Stored data entries
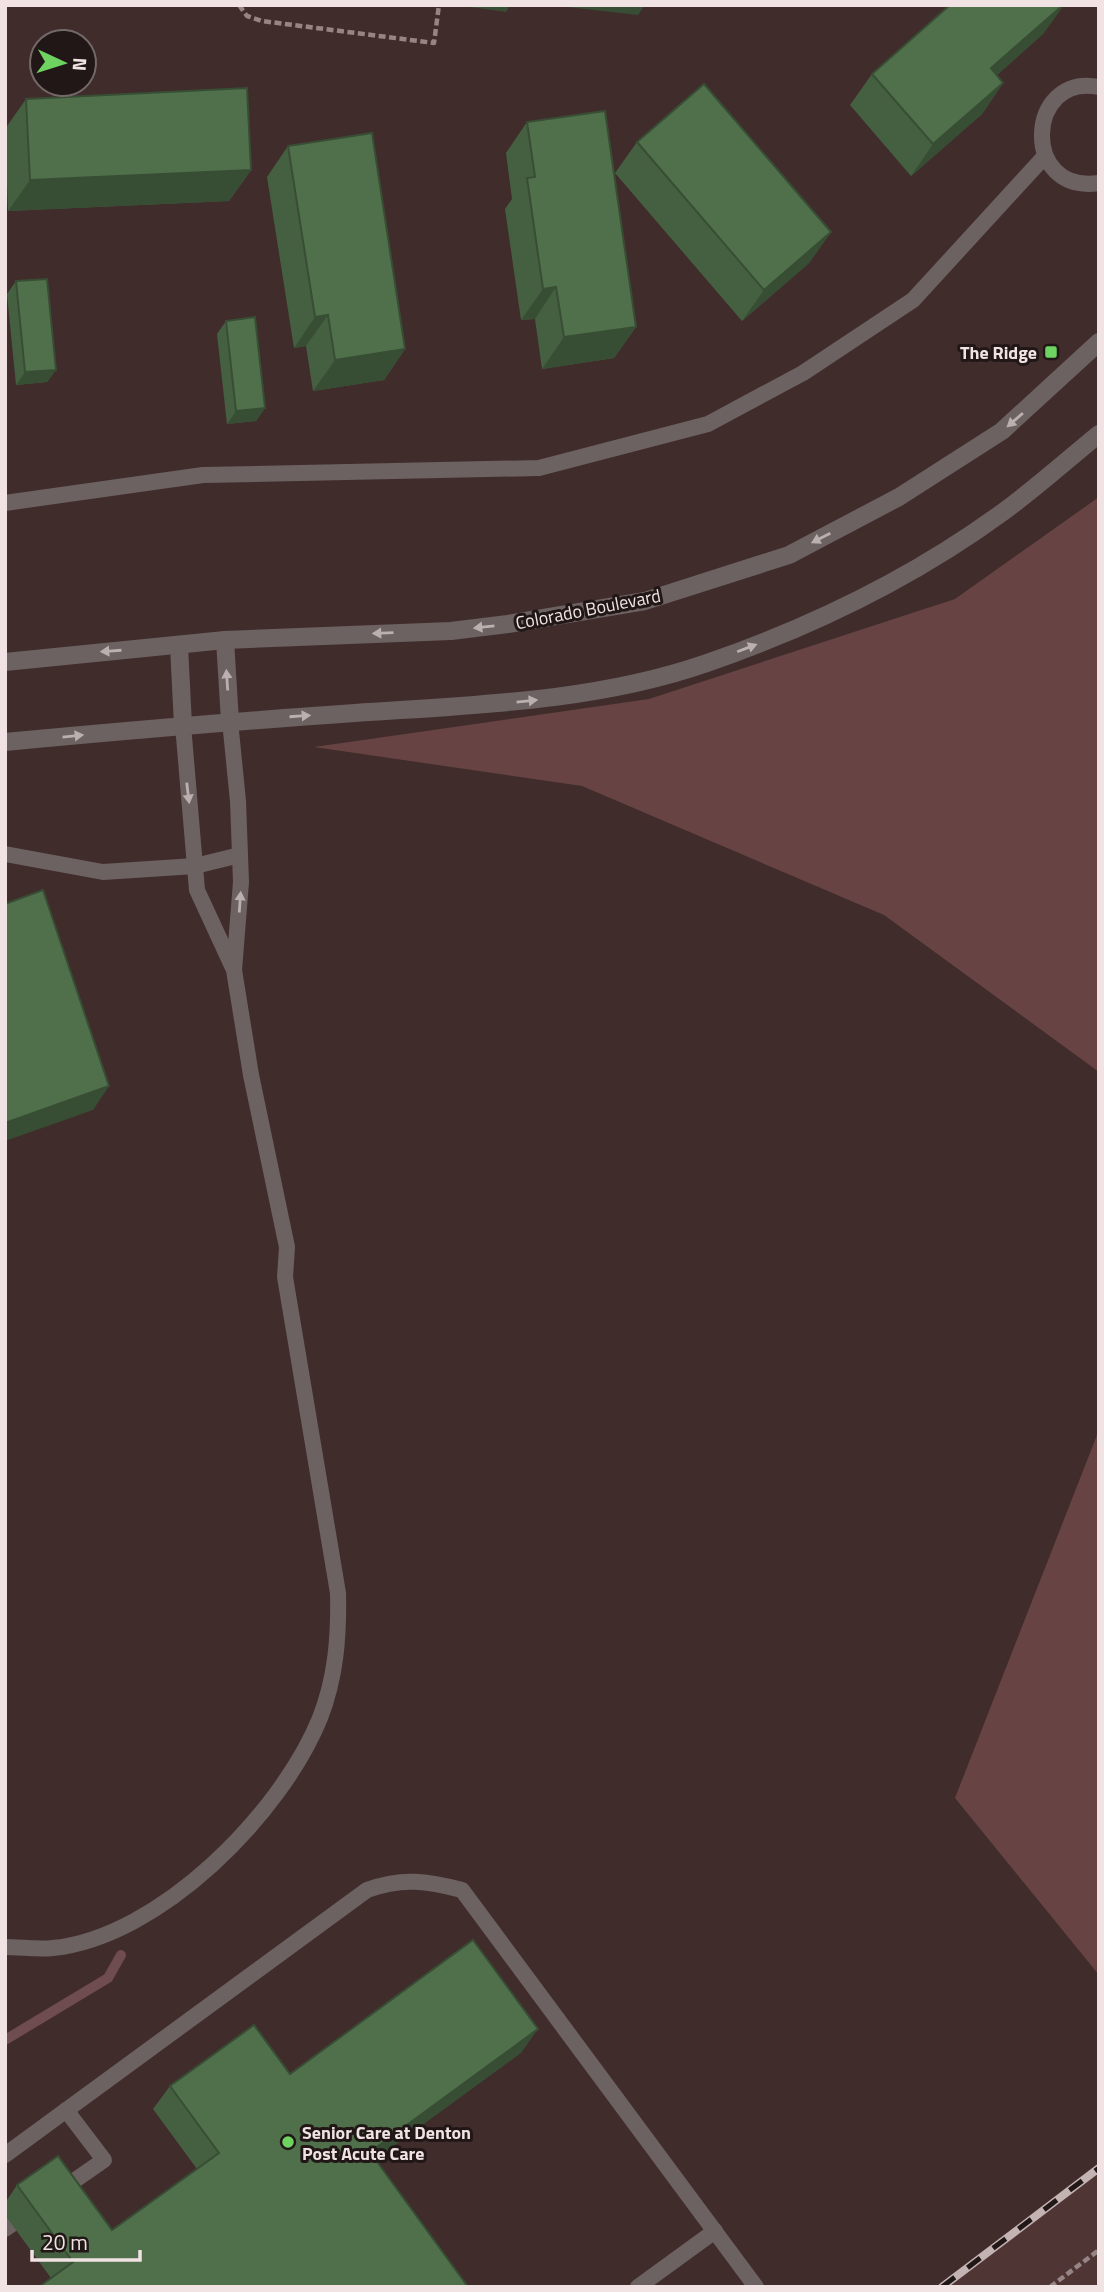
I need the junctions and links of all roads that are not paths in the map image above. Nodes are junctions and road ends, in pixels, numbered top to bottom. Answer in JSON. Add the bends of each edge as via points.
{"nodes":[{"id":1,"x":1099,"y":87,"type":"edge"},
{"id":2,"x":1045,"y":156,"type":"junction"},
{"id":3,"x":1099,"y":183,"type":"edge"},
{"id":4,"x":1099,"y":342,"type":"edge"},
{"id":5,"x":1099,"y":435,"type":"edge"},
{"id":6,"x":5,"y":503,"type":"edge"},
{"id":7,"x":225,"y":640,"type":"junction"},
{"id":8,"x":179,"y":646,"type":"junction"},
{"id":9,"x":5,"y":663,"type":"edge"},
{"id":10,"x":230,"y":721,"type":"junction"},
{"id":11,"x":183,"y":724,"type":"junction"},
{"id":12,"x":5,"y":742,"type":"edge"},
{"id":13,"x":5,"y":854,"type":"edge"},
{"id":14,"x":240,"y":855,"type":"junction"},
{"id":15,"x":195,"y":866,"type":"junction"},
{"id":16,"x":234,"y":970,"type":"junction"},
{"id":17,"x":5,"y":1947,"type":"edge"},
{"id":18,"x":66,"y":2110,"type":"junction"},
{"id":19,"x":5,"y":2155,"type":"edge"},
{"id":20,"x":5,"y":2229,"type":"edge"},
{"id":21,"x":715,"y":2231,"type":"junction"},
{"id":22,"x":638,"y":2287,"type":"edge"},
{"id":23,"x":756,"y":2287,"type":"edge"}],
"edges":[{"from":1,"to":2,"type":"lane","via":[[1074,88],[1049,108],[1040,140]]},
{"from":2,"to":3,"type":"lane","via":[[1066,178],[1080,184]]},
{"from":2,"to":6,"type":"lane","via":[[913,300],[803,373],[708,424],[539,468],[203,475]]},
{"from":4,"to":7,"type":"street","name":"Colorado Boulevard","one_way":true,"via":[[1002,431],[899,497],[789,555],[645,601],[508,624],[451,631]]},
{"from":10,"to":5,"type":"street","one_way":true,"via":[[533,701],[705,664],[806,625],[916,568],[1003,512]]},
{"from":7,"to":8,"type":"street","name":"Colorado Boulevard"},
{"from":10,"to":7,"type":"street","one_way":true},
{"from":8,"to":9,"type":"street","name":"Colorado Boulevard","one_way":true},
{"from":8,"to":11,"type":"street"},
{"from":10,"to":11,"type":"street"},
{"from":10,"to":14,"type":"lane"},
{"from":12,"to":11,"type":"street","one_way":true},
{"from":11,"to":15,"type":"lane","one_way":true},
{"from":13,"to":15,"type":"lane","via":[[103,872]]},
{"from":14,"to":15,"type":"lane"},
{"from":16,"to":14,"type":"lane","one_way":true},
{"from":15,"to":16,"type":"lane","via":[[197,890]]},
{"from":16,"to":17,"type":"lane","via":[[287,1247],[285,1278],[338,1593],[339,1631],[332,1677],[320,1717],[283,1784],[230,1847],[181,1893],[115,1931],[54,1948]]},
{"from":18,"to":19,"type":"lane"},
{"from":18,"to":20,"type":"lane","via":[[104,2160]]},
{"from":18,"to":21,"type":"lane","via":[[367,1890],[392,1881],[424,1880],[463,1890]]},
{"from":21,"to":22,"type":"lane"},
{"from":21,"to":23,"type":"lane"}]}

### [What is being asked]
Search the data above for the word "street", then gather each line in which it appears.

### [Task response]
{"from":4,"to":7,"type":"street","name":"Colorado Boulevard","one_way":true,"via":[[1002,431],[899,497],[789,555],[645,601],[508,624],[451,631]]},
{"from":10,"to":5,"type":"street","one_way":true,"via":[[533,701],[705,664],[806,625],[916,568],[1003,512]]},
{"from":7,"to":8,"type":"street","name":"Colorado Boulevard"},
{"from":10,"to":7,"type":"street","one_way":true},
{"from":8,"to":9,"type":"street","name":"Colorado Boulevard","one_way":true},
{"from":8,"to":11,"type":"street"},
{"from":10,"to":11,"type":"street"},
{"from":12,"to":11,"type":"street","one_way":true},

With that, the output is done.